=== RECORDS SHOWN ===
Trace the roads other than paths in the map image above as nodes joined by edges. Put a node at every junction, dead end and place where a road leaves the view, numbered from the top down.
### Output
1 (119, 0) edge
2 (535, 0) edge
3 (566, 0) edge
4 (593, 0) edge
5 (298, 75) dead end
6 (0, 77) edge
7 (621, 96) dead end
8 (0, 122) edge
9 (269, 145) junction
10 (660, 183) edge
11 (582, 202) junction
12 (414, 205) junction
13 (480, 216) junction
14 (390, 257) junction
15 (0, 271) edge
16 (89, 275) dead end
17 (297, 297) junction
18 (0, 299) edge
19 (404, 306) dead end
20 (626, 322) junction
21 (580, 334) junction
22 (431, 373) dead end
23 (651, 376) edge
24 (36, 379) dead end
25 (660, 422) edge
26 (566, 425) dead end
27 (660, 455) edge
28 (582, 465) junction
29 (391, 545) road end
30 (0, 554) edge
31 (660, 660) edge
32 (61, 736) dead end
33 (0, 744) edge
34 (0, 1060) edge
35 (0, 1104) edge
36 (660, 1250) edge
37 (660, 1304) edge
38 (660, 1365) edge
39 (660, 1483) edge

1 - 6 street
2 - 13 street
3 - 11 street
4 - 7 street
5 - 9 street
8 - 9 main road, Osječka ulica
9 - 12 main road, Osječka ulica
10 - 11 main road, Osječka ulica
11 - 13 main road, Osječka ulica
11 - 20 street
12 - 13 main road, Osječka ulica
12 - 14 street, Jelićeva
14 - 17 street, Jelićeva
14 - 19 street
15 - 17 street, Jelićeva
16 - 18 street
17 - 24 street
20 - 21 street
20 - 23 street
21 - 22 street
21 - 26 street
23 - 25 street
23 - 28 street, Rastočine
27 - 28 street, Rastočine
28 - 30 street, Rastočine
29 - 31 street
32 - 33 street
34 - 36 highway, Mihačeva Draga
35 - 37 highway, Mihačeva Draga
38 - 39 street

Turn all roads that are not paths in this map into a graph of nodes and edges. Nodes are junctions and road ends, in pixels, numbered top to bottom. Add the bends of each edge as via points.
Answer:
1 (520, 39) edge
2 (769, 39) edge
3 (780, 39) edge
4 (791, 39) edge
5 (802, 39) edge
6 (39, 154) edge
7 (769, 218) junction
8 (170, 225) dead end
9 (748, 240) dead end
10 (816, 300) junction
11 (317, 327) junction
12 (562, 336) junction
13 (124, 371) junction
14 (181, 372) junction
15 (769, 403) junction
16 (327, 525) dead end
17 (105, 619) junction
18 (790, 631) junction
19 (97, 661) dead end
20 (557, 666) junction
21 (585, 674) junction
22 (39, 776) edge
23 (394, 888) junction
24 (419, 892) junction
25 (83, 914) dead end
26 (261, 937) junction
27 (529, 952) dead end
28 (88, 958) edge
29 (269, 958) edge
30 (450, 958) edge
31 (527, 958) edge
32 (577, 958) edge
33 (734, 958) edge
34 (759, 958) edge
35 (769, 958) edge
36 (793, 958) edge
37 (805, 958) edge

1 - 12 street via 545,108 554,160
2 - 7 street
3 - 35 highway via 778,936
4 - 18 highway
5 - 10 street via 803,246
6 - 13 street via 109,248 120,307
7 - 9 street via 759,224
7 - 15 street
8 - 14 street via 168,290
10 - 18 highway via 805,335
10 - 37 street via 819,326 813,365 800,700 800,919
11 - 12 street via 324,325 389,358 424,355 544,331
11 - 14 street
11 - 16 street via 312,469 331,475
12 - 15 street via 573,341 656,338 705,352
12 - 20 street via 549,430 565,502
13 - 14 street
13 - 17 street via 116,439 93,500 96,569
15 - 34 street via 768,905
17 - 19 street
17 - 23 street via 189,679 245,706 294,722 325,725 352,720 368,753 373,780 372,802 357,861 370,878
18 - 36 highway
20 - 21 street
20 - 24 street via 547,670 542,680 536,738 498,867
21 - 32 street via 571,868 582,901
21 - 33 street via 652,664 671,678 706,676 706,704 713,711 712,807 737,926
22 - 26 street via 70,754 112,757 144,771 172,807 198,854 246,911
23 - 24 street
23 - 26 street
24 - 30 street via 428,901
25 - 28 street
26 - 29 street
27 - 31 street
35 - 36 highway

=== TASK ITEM ===
Return the listing above verbatim.

=== RESULT OF THE EXERCISE ===
Trace the roads other than paths in the map image above as nodes joined by edges. Put a node at every junction, dead end and place where a road leaves the view, numbered from the top down.
### Output
1 (119, 0) edge
2 (535, 0) edge
3 (566, 0) edge
4 (593, 0) edge
5 (298, 75) dead end
6 (0, 77) edge
7 (621, 96) dead end
8 (0, 122) edge
9 (269, 145) junction
10 (660, 183) edge
11 (582, 202) junction
12 (414, 205) junction
13 (480, 216) junction
14 (390, 257) junction
15 (0, 271) edge
16 (89, 275) dead end
17 (297, 297) junction
18 (0, 299) edge
19 (404, 306) dead end
20 (626, 322) junction
21 (580, 334) junction
22 (431, 373) dead end
23 (651, 376) edge
24 (36, 379) dead end
25 (660, 422) edge
26 (566, 425) dead end
27 (660, 455) edge
28 (582, 465) junction
29 (391, 545) road end
30 (0, 554) edge
31 (660, 660) edge
32 (61, 736) dead end
33 (0, 744) edge
34 (0, 1060) edge
35 (0, 1104) edge
36 (660, 1250) edge
37 (660, 1304) edge
38 (660, 1365) edge
39 (660, 1483) edge

1 - 6 street
2 - 13 street
3 - 11 street
4 - 7 street
5 - 9 street
8 - 9 main road, Osječka ulica
9 - 12 main road, Osječka ulica
10 - 11 main road, Osječka ulica
11 - 13 main road, Osječka ulica
11 - 20 street
12 - 13 main road, Osječka ulica
12 - 14 street, Jelićeva
14 - 17 street, Jelićeva
14 - 19 street
15 - 17 street, Jelićeva
16 - 18 street
17 - 24 street
20 - 21 street
20 - 23 street
21 - 22 street
21 - 26 street
23 - 25 street
23 - 28 street, Rastočine
27 - 28 street, Rastočine
28 - 30 street, Rastočine
29 - 31 street
32 - 33 street
34 - 36 highway, Mihačeva Draga
35 - 37 highway, Mihačeva Draga
38 - 39 street

Turn all roads that are not paths in this map into a graph of nodes and edges. Nodes are junctions and road ends, in pixels, numbered top to bottom. Add the bends of each edge as via points.
Answer:
1 (520, 39) edge
2 (769, 39) edge
3 (780, 39) edge
4 (791, 39) edge
5 (802, 39) edge
6 (39, 154) edge
7 (769, 218) junction
8 (170, 225) dead end
9 (748, 240) dead end
10 (816, 300) junction
11 (317, 327) junction
12 (562, 336) junction
13 (124, 371) junction
14 (181, 372) junction
15 (769, 403) junction
16 (327, 525) dead end
17 (105, 619) junction
18 (790, 631) junction
19 (97, 661) dead end
20 (557, 666) junction
21 (585, 674) junction
22 (39, 776) edge
23 (394, 888) junction
24 (419, 892) junction
25 (83, 914) dead end
26 (261, 937) junction
27 (529, 952) dead end
28 (88, 958) edge
29 (269, 958) edge
30 (450, 958) edge
31 (527, 958) edge
32 (577, 958) edge
33 (734, 958) edge
34 (759, 958) edge
35 (769, 958) edge
36 (793, 958) edge
37 (805, 958) edge

1 - 12 street via 545,108 554,160
2 - 7 street
3 - 35 highway via 778,936
4 - 18 highway
5 - 10 street via 803,246
6 - 13 street via 109,248 120,307
7 - 9 street via 759,224
7 - 15 street
8 - 14 street via 168,290
10 - 18 highway via 805,335
10 - 37 street via 819,326 813,365 800,700 800,919
11 - 12 street via 324,325 389,358 424,355 544,331
11 - 14 street
11 - 16 street via 312,469 331,475
12 - 15 street via 573,341 656,338 705,352
12 - 20 street via 549,430 565,502
13 - 14 street
13 - 17 street via 116,439 93,500 96,569
15 - 34 street via 768,905
17 - 19 street
17 - 23 street via 189,679 245,706 294,722 325,725 352,720 368,753 373,780 372,802 357,861 370,878
18 - 36 highway
20 - 21 street
20 - 24 street via 547,670 542,680 536,738 498,867
21 - 32 street via 571,868 582,901
21 - 33 street via 652,664 671,678 706,676 706,704 713,711 712,807 737,926
22 - 26 street via 70,754 112,757 144,771 172,807 198,854 246,911
23 - 24 street
23 - 26 street
24 - 30 street via 428,901
25 - 28 street
26 - 29 street
27 - 31 street
35 - 36 highway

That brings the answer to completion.